Ihre Gedanken stoppen jede Emotion. Ihre Augen starren auf das Foto mit dem Ring. Ihre Hände wühlen sich durch das gesamte Material. Bei jedem Foto, das sie in die Truhe zurückschmeißt, weiß sie, dass sie sich vor der Wirkung dieser szenischen Bilder nicht mehr schützen kann. Jetzt, nach mehr als zwanzig Jahren geraten sie in Bewegung, kommen aus der tief verschütteten Erinnerung und treffen sie wie tödliche Schüsse.

 

Ein Hieb, der von innen, von einem weit entfernten, verborgenen Ort kommt, zwingt sie, die Kiste zuzuschlagen. Mit einem dumpfen Schlag klappt der Deckel herunter. Zu viele Gefühle. Sie kann sie heute nicht zulassen. Noch ist ihre Seele ungeschützt. So kann sie ihrer Verzweiflung nicht begegnen. Aber die Zeit wird kommen. In den nächsten Wochen. Vielleicht erst in einigen Monaten.
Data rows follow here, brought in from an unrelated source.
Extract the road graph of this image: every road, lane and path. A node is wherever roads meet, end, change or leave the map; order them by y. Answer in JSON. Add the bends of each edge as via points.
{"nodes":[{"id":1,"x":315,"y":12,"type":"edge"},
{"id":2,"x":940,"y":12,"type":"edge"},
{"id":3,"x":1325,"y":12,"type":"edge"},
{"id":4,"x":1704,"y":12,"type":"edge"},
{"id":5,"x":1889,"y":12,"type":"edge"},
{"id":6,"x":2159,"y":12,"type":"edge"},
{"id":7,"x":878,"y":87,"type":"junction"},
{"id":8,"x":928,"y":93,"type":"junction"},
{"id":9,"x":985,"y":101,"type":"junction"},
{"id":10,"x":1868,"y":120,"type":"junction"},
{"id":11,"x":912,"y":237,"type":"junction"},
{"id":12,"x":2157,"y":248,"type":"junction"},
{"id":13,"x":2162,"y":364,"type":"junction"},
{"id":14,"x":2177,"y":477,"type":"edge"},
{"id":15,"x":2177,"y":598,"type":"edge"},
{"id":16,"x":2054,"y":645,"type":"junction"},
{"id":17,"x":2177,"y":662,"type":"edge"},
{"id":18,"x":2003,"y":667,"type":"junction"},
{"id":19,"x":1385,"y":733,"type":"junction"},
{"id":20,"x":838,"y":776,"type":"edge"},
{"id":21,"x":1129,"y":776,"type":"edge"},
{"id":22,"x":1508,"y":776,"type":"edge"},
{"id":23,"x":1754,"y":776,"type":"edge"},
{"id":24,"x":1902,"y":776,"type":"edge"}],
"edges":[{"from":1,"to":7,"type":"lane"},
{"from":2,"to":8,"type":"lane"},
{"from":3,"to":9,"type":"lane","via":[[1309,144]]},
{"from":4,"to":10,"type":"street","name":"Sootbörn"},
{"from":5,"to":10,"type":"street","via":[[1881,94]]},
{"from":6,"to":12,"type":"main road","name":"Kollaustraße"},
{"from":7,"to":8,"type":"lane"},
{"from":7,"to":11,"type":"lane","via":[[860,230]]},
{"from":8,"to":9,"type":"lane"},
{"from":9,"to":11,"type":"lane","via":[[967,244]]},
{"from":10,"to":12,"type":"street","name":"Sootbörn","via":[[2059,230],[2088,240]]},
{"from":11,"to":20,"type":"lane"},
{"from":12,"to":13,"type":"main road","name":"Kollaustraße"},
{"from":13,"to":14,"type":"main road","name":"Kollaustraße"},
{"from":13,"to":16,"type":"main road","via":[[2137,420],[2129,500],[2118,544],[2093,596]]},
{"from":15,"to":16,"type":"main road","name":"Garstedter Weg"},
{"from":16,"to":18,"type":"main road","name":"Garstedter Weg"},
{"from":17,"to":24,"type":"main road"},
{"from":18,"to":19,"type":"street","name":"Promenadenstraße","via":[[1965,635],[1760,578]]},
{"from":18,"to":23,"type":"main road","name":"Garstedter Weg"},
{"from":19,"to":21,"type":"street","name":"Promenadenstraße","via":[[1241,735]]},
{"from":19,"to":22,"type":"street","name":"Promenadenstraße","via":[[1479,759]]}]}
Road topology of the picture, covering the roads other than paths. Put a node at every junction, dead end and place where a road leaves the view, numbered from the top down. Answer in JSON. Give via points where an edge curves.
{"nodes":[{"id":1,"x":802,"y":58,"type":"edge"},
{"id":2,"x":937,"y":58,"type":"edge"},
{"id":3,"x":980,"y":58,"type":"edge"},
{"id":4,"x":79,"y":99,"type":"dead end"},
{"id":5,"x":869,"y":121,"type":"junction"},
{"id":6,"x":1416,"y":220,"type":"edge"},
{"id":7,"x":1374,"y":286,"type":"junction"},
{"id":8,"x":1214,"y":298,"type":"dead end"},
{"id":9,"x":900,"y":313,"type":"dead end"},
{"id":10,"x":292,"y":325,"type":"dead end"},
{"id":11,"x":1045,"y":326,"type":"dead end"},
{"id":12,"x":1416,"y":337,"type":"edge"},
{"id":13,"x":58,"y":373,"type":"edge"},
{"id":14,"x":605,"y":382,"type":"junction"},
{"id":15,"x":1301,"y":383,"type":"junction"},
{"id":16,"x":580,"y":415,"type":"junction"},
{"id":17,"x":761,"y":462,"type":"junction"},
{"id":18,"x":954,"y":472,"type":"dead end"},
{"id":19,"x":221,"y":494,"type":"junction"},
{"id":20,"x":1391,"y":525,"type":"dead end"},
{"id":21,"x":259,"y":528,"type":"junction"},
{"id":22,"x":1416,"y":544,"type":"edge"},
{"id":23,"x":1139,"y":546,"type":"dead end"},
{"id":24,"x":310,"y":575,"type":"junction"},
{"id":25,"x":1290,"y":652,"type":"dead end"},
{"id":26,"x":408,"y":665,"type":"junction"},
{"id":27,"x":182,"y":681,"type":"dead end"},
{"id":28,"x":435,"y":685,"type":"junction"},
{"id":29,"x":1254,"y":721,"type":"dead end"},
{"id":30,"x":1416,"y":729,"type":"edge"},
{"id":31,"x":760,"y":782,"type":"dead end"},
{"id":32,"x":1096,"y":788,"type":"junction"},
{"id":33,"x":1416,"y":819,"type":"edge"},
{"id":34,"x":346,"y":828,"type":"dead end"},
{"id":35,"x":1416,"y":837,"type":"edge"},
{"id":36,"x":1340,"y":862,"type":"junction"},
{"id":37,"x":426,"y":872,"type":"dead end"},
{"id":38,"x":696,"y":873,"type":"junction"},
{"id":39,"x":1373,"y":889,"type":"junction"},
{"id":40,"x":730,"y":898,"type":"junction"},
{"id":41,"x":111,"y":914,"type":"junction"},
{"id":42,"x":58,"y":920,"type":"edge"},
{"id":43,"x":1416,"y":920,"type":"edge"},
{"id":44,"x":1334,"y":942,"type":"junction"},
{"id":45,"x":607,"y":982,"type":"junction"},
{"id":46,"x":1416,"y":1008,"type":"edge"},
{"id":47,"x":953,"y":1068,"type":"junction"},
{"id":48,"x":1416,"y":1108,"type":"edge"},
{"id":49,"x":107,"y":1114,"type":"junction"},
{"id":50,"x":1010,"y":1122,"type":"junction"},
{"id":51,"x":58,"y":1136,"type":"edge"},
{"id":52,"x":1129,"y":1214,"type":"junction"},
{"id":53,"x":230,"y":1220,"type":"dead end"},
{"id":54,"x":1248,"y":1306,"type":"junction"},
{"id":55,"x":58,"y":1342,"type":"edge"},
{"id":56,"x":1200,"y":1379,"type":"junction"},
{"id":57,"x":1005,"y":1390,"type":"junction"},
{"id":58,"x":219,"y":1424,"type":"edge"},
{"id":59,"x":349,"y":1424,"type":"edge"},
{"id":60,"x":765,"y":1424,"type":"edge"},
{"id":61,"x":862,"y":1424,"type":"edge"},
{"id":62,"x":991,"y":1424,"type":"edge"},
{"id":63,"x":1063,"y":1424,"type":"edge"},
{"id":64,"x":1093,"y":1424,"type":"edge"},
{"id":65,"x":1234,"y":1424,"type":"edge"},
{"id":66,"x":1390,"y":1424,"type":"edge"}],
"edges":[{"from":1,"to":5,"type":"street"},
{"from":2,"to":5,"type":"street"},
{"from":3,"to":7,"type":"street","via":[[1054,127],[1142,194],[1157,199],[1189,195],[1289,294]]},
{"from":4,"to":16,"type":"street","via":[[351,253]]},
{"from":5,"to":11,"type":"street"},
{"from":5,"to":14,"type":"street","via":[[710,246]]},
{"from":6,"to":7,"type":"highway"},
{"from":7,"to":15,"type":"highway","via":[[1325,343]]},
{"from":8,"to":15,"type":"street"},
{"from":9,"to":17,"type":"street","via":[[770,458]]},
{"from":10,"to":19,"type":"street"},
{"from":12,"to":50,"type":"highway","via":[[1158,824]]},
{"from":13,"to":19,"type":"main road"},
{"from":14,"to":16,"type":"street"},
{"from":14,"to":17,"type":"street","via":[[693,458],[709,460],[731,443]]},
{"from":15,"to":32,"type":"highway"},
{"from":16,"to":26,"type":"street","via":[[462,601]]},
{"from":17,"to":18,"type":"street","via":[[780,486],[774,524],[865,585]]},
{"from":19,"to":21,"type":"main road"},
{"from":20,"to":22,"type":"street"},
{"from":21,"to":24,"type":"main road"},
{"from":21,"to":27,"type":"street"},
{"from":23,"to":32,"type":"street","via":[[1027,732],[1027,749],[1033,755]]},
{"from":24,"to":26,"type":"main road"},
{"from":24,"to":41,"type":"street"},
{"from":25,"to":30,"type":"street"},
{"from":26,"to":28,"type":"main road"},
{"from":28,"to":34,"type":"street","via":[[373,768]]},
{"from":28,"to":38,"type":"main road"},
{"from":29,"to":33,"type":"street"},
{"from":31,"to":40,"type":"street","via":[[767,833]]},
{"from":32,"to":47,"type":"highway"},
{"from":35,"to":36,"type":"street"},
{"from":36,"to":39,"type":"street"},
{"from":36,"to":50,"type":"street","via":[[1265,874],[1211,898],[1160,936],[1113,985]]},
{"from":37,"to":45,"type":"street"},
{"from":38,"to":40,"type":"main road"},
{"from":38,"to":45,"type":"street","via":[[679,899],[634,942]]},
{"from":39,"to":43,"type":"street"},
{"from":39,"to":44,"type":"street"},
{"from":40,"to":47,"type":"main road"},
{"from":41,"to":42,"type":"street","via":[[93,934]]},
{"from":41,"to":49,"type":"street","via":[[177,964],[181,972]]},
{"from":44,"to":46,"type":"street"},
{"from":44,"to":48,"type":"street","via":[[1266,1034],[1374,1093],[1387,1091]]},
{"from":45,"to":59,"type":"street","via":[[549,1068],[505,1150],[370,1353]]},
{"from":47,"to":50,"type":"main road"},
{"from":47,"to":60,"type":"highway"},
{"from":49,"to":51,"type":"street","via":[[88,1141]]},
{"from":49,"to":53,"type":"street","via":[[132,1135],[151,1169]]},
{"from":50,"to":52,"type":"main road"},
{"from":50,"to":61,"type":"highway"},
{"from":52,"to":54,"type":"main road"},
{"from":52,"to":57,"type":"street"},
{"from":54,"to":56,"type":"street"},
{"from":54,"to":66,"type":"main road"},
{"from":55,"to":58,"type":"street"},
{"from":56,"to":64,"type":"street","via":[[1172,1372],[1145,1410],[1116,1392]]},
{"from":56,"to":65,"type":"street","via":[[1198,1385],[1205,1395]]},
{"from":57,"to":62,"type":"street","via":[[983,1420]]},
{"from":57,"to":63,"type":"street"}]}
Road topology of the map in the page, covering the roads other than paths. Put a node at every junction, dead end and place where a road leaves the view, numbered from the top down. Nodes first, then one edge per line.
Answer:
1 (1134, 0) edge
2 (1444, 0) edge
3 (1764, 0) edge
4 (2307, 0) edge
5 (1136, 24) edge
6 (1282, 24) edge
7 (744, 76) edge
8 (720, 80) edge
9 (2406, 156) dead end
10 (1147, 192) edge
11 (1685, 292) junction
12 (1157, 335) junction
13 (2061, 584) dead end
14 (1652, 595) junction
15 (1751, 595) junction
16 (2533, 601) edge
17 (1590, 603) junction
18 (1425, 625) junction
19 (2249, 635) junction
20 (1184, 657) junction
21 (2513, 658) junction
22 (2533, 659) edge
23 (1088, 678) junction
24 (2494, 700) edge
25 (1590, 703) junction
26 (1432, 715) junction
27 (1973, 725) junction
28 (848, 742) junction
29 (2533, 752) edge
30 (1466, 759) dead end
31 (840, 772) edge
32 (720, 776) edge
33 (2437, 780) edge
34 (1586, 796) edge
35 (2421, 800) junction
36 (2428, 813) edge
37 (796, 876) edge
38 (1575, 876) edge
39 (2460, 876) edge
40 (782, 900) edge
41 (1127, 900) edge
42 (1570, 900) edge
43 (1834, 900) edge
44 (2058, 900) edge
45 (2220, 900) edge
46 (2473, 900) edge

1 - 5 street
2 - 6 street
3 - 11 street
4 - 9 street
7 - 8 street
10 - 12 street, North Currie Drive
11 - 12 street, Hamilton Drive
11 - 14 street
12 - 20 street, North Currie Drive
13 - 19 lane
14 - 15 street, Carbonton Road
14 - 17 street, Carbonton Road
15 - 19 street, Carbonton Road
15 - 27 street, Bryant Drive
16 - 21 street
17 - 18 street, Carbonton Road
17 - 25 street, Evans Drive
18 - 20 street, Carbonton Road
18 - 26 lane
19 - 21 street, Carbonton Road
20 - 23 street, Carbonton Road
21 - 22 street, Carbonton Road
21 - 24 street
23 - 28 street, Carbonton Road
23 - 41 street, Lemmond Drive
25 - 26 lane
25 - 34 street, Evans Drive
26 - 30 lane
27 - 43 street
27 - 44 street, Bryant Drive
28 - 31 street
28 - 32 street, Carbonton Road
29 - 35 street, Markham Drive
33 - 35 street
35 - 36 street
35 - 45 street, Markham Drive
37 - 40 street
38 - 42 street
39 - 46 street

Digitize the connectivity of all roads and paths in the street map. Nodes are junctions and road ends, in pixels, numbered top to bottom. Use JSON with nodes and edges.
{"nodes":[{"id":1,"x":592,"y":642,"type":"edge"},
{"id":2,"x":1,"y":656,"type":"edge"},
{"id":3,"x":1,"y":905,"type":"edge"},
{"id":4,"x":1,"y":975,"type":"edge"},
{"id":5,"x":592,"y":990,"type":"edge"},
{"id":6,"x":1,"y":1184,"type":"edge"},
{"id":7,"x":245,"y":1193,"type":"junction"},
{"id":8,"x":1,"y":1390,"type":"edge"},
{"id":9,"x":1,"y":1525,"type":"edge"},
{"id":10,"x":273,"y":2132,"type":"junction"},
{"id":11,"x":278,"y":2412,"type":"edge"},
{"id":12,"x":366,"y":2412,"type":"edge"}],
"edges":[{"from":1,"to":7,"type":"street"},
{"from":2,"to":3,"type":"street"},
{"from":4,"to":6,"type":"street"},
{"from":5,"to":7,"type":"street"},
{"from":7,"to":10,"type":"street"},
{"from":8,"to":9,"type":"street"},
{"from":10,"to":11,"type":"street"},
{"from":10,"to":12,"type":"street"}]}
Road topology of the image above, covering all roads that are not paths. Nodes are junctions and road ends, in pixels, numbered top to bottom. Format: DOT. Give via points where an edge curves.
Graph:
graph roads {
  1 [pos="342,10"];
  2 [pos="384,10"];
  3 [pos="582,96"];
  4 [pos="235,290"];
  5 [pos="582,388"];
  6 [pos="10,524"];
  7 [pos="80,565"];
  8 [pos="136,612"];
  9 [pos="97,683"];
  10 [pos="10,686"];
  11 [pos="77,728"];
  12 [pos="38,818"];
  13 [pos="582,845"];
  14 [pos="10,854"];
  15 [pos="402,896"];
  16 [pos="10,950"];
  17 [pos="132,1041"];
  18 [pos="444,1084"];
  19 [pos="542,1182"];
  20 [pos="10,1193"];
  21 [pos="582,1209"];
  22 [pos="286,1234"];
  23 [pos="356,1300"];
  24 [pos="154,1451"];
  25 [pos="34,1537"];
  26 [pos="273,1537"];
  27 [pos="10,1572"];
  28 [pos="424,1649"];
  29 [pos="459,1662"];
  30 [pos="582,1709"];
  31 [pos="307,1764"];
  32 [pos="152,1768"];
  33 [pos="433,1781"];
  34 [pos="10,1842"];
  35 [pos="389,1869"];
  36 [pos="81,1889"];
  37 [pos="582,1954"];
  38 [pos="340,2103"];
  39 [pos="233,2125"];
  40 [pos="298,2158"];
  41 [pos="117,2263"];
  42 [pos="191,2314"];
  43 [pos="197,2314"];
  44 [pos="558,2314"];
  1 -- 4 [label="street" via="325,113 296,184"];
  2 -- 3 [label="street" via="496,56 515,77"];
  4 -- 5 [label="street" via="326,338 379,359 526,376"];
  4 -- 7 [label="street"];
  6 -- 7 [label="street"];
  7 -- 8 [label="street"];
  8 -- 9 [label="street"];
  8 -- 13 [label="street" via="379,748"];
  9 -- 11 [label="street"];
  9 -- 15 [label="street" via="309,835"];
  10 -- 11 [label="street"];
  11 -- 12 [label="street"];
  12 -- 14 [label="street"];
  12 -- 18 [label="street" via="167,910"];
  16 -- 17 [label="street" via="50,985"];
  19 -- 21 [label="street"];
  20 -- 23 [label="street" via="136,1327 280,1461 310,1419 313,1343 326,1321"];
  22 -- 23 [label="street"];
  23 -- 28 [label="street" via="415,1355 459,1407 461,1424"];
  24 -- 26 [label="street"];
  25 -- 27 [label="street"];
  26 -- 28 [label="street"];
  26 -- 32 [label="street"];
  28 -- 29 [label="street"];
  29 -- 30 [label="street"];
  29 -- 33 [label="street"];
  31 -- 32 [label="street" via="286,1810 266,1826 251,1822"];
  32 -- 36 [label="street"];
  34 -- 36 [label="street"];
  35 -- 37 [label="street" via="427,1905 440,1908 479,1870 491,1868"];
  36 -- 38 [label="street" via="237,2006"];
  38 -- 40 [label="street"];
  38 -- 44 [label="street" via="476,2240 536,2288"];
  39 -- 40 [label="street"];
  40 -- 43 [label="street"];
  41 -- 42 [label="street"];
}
Sie wird sich den Tatsachen stellen müssen. Sie und alle, die Schuld tragen. Alle, die daran beteiligt waren. Nein, nicht alle. Onkel Hartmut ist tot.

 

Hartmut ist letzte Woche gestorben. Herzversagen. Gestern war seine Beerdigung. Er kann ihr nie mehr wehtun. Eine Gewissheit, die ganz langsam in ihrem Herzen keimt.

 

Sie weiß, diese Bilder werden durch die Presse gezerrt werden. Sie werden auf einem Richtertisch liegen. So lange muss sie den Panzer behalten. Später kann sie weinen. Über sich, über zwanzig verlorene Jahre, über ihre nie aufgearbeiteten Erinnerungen. Nicht heute. Noch ist sie nicht dazu bereit.